# Captured a swarm! Will it survive?



## Arpolis (Aug 26, 2013)

Hello all.

A couple weeks ago I came home to a nice football size swarm ball of wild bees in my back yard just camped in my Rose of Sharon trees. I actually built two hive bodies and was going to take some beekeeping classes back in January of this year but luck had it, life happened and I did not go through with it. So I did not start a hive in the beginning if the season when I should have. But now it seems nature might have wanted me to have a second chance. I took my 10 frame Langstroth hive and loaded it with 9 of my foundation less frames. I just have a spline on the top inner portion of the frame that I coated with some bees wax. I cut the branch the ball of bees were on and shook them into the hive. After about 3 days there were no swarm balls outside and these bees were still in my hive. So I put out a couple Bowles of sugar water with wooded floats for an island. (1 part sugar 2 part water by weight) also my entrance reducer is on the smallest setting. I checked on them today and there are two combs started on the back two frames. So I know it is late in the season. I want to know if anyone can estimate on if they think these bees can survive the winter? Oklahoma has had some mild winters recently. Heck last winter my grass in the yard never really turned brown but stayed green most the year. Do you think these bees can fill up two hive bodies? If they do should I add honey supers? If they do not build enough comb and store honey then what is the best way to feed the bees in the winter? Any info would be greatly appreciated.


----------



## Mr.Beeman (May 19, 2012)

I'm not so sure they will make it to be honest. If they were hived with drawn frames they would have a better chance. Feed the bejeezus out of them. They weren't going to make it for sure without your intervention, at least they may have a shot now.


----------



## biggraham610 (Jun 26, 2013)

I think you might want to flip the recipe for your sugar water, at least 1-1 if not 2-1 sugar syrup they tell me. Good Luck. G


----------



## burns375 (Jul 15, 2013)

I would try wintering them in a 5 frame nuc.


----------



## Arpolis (Aug 26, 2013)

"I think you might want to flip the recipe for your sugar water, at least 1-1 if not 2-1 sugar syrup they tell me. Good Luck. G"

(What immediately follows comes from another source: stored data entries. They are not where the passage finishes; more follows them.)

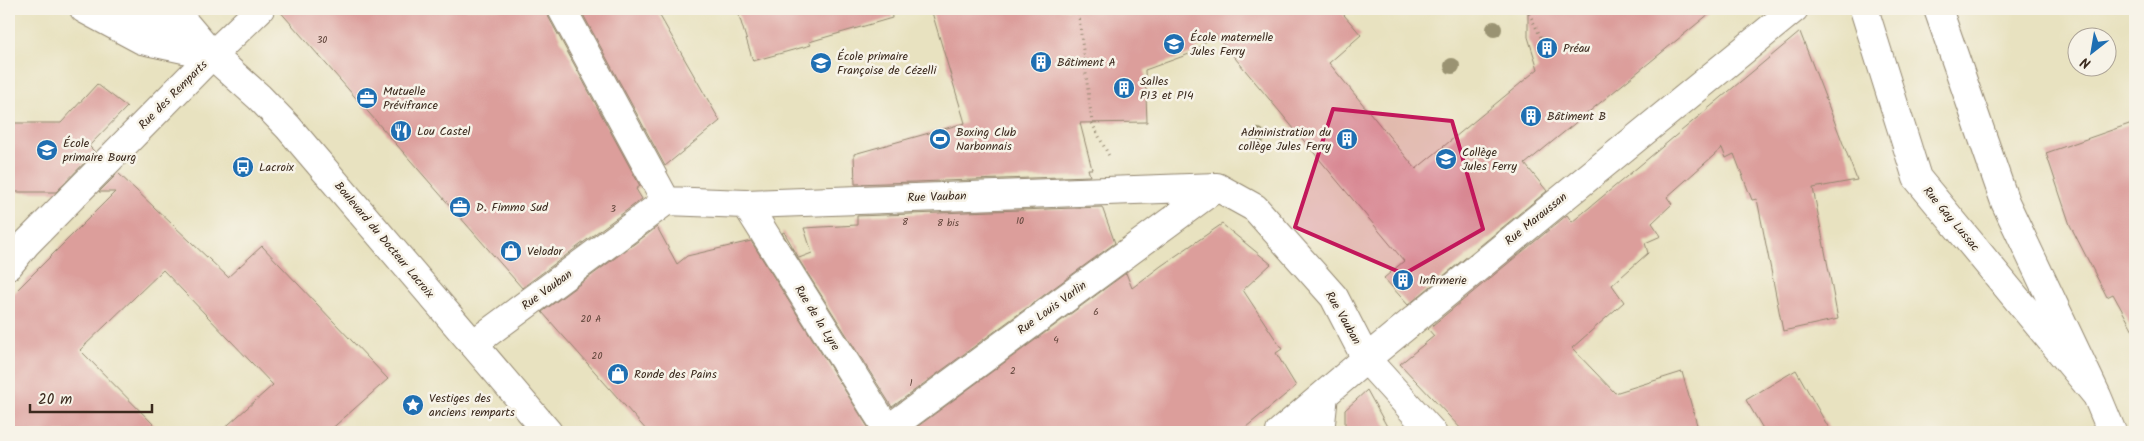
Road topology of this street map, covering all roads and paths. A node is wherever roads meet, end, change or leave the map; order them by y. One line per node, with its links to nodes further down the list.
1 (84, 9): 11 (street)
2 (135, 9): 11 (street, Boulevard du Docteur Lacroix)
3 (173, 9): 11 (street, Boulevard du Docteur Lacroix)
4 (260, 9): 11 (street, Rue des Remparts)
5 (562, 9): 15 (street)
6 (1078, 9): 14 (path)
7 (1527, 9): 12 (path)
8 (1794, 9): 19 (street, Rue Maraussan)
9 (1864, 9): 21 (street, Rue Gay Lussac)
10 (1938, 9): 21 (street, Rue Gay Lussac)
11 (212, 55): 17 (street, Rue des Remparts); 18 (street, Boulevard du Docteur Lacroix)
12 (1551, 58)
13 (1217, 187): 14 (street, Rue Vauban); 19 (street, Rue Vauban); 22 (street, Rue Louis Varlin)
14 (1126, 190): 16 (street, Rue Vauban)
15 (666, 201): 16 (street, Rue Vauban); 18 (street, Rue Vauban)
16 (746, 204): 22 (street, Rue de la Lyre)
17 (9, 265)
18 (473, 344): 23 (street, Boulevard du Docteur Lacroix)
19 (1366, 359): 20 (street, Rue Maraussan); 26 (street, Rue Vauban)
20 (1324, 395): 24 (street, Rue Maraussan); 25 (street)
21 (2097, 396): 27 (street, Rue Gay Lussac)
22 (888, 431)
23 (548, 432)
24 (1280, 432)
25 (1320, 432)
26 (1432, 432)
27 (2112, 432)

The reason I did a one to two (sugar to water) ratio because many references point to a thinner syrup will propagate brood rearing. I thought I remembered a couple online sources giving that ratio. I just checked one if my books "Bee keeping 101 by Nick Winters" and he describes the brood rearing thin nectar supplement as 1 part sugar and 1 part water. So you are most likely correct good sir. I will change out the syrup tomorrow. I think I will see how they do. If they only draw 5 frames or so before it gets too cold then I will switch to a 5 frame nuke but I am going to power feed them for now and see what they can do. Any other suggestions?


----------



## KPeacock (Jan 29, 2013)

swarms draw out wax at a seemingly impossible rate. Keep feeding them! they need it to draw the wax this late in the year. if it were me, I'd feed 1:1 until they had 5+ frames fdrawn. Then I'd start feeding them 2:1. if tehy keep drawing out, great, but you need them to pack away "honey" for the winter. you may want to start researching winter feeding as well. One of my hives is a late split and I'm not too far ahead of you with it. I'll be pumping a lot of sugar into that hive.


----------



## dirt road (Jan 4, 2011)

As has been suggested, feed as much as they will use. Also probably wouldn't hurt to get a few pollen substitute patties. Just lay one on top of the frames, and replace when it's gone. While you're waiting to see how they do, build a sugar board and put it on once it turns cold. 10 pounds of sugar doesn't cost much, and will often save a weak or marginal hive.


----------



## beegeorge (Apr 19, 2012)

feed, Feed, FEED,, and then FEED some more.. I would definitely consider using a frame feeder or other type of inside the hive feeder (not a boardman) 

good luck,,/ I had a sofball size swarm last Sept,, that wintered over,, by constant feeding.


----------



## Arpolis (Aug 26, 2013)

Thank you all for the suggestions. I will keep at it and will probably add another feeder in conjunction with what I have to maximize the feeding. I now feel better about this endeavor.


----------



## Arpolis (Aug 26, 2013)

dirt road said:


> As has been suggested, feed as much as they will use. Also probably wouldn't hurt to get a few pollen substitute patties. Just lay one on top of the frames, and replace when it's gone. While you're waiting to see how they do, build a sugar board and put it on once it turns cold. 10 pounds of sugar doesn't cost much, and will often save a weak or marginal hive.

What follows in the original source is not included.